Of course, this is the very problem that bedeviled the authors of the Constitution, produced the three-fifths compromise and 1808 bargain amongst other travesties and tragedies of the founding document; and that caused the American Civil War. The geographic patterns haven't even changed all that much post-Civil War, with the red-state/blue-state divide east of the Mississippi basically following the Mason-Dixon line and the border states continuing to be border states. It fills one with a certain fatigue, realizing that much of the mistrust, partisanship and paranoia is both a failure of imagination and also, perversely, not wholly unjustified insofar as nearly everybody one knows might indeed believe the same thing and where are these people who supposedly disagree, and the real problem is that nearly everybody one knows isn't nearly everybody there is, you see.
This is insoluble. Unless we figure out a way to turn the whole country upside down and shake it until everyone's properly mixed up. And let's not do that, gods know, I don't really want to live in Wyoming, there's nothing up there except coyotes and cold winds.

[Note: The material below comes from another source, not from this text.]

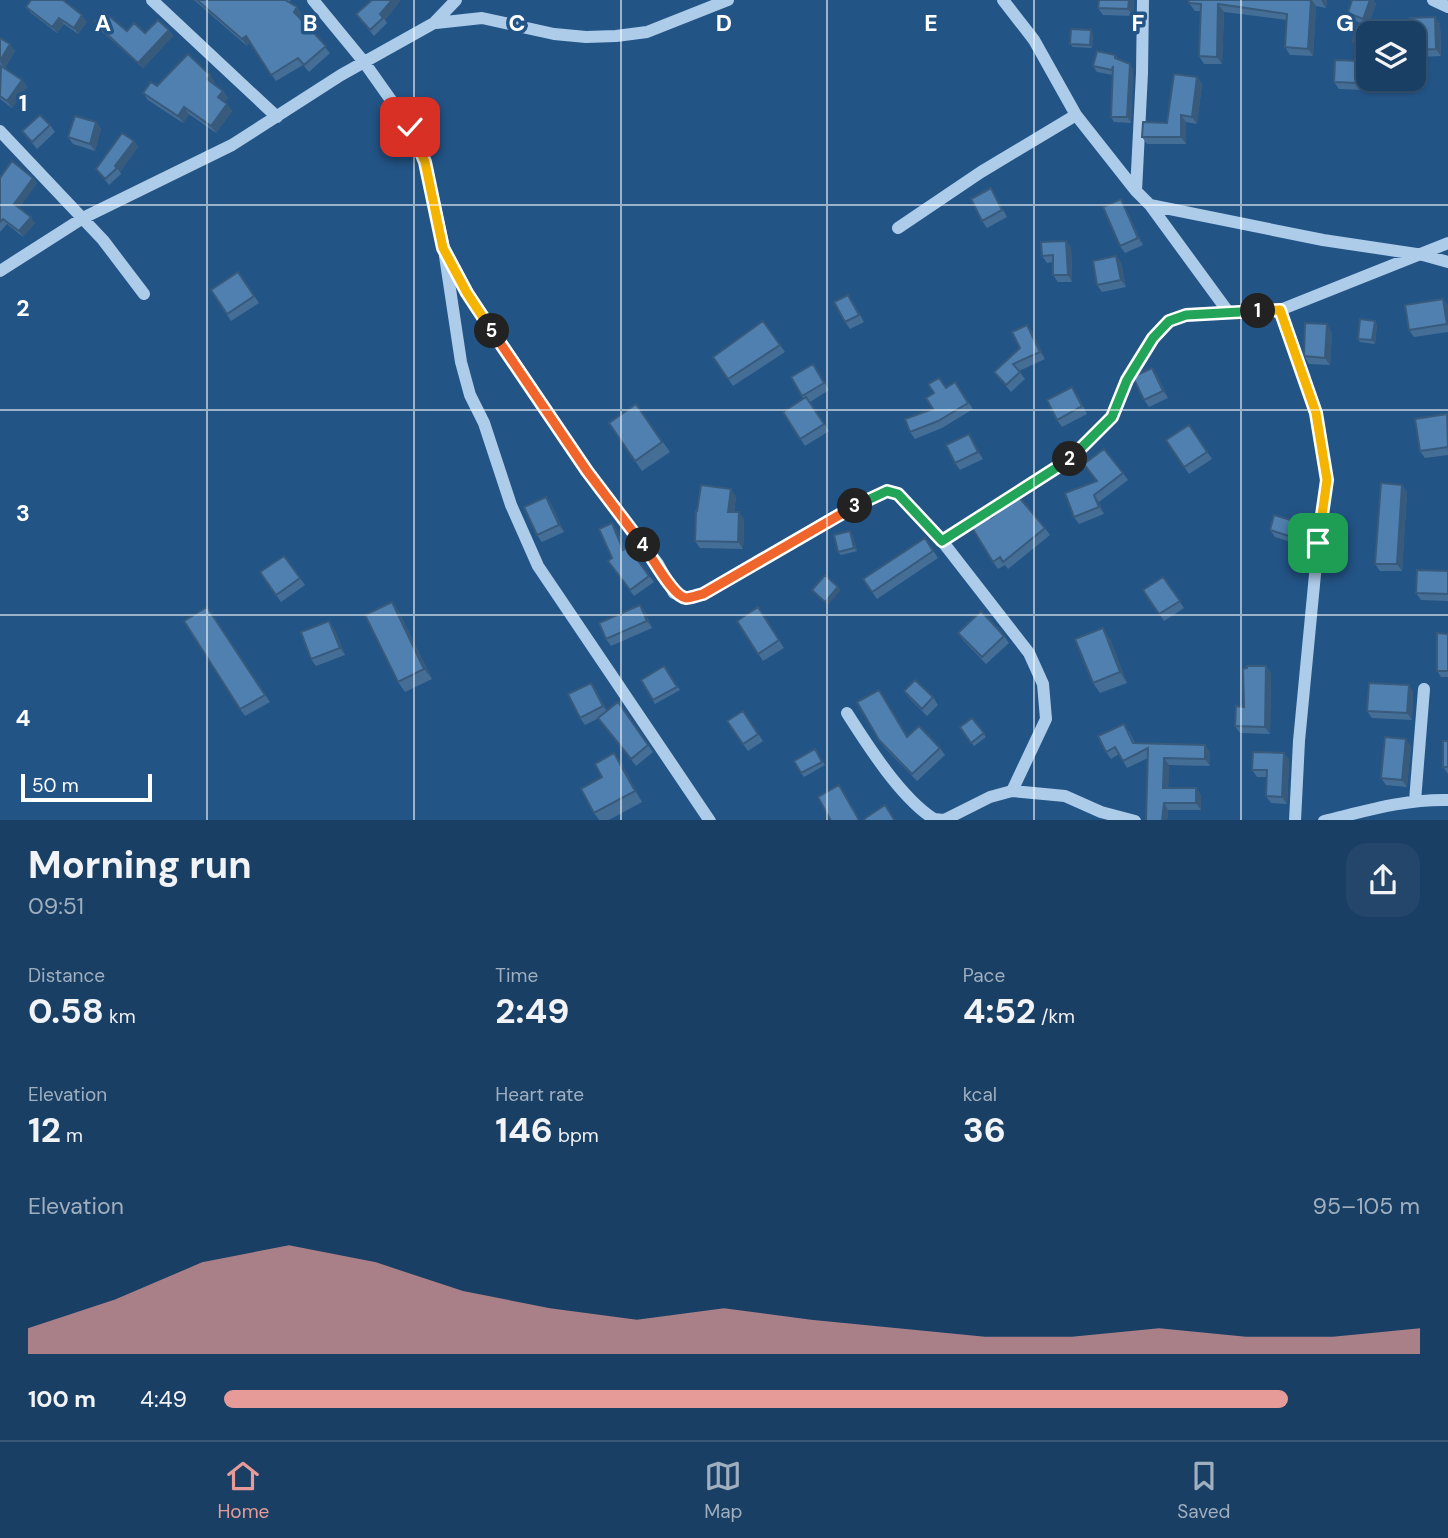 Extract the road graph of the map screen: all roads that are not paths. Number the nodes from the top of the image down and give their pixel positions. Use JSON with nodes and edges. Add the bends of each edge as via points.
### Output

Meanwhile, as a liberal, I suppose I can go back to being irritated or even angry at the people I voted for. Drone strikes. Intrusions on civil liberties. Why didn't you even try to get single-payer? The Republicans were right that you keep telegraphing your willingness to roll over to your enemies, it's just that they should have been referring to themselves instead of Fu Manchu and the Red Menace or the Musulman Hordes threatening Jerusalem or whomever they thought they were talking about. Or, no, maybe I will try to give that one a rest, for just a little while. Not because I'm happy about all of my President's policies, no, or because I think it's wrong to dissent or because I feel some urge to fall in line. It's that I'm very tired, and I'd like to be a little irresponsible for at least a couple of weeks, and besides that, you know, I was scared; because as much as I may disagree with some of the President's policies, we could have had a return of the neocon cabal and a President whose sole overriding concern was an idea of social justice predicated on making it much easier for very wealthy people to game a table that's already stacked and rigged for them, and we could have gotten all the Presidential policies that trouble me or I flat-out disagree with, and a boatload of political horrors. And, besides, the ScatterKat was happy enough to dance when I went upstairs last night and told her the election was being called for the guy we voted for, and I do like it when she dances.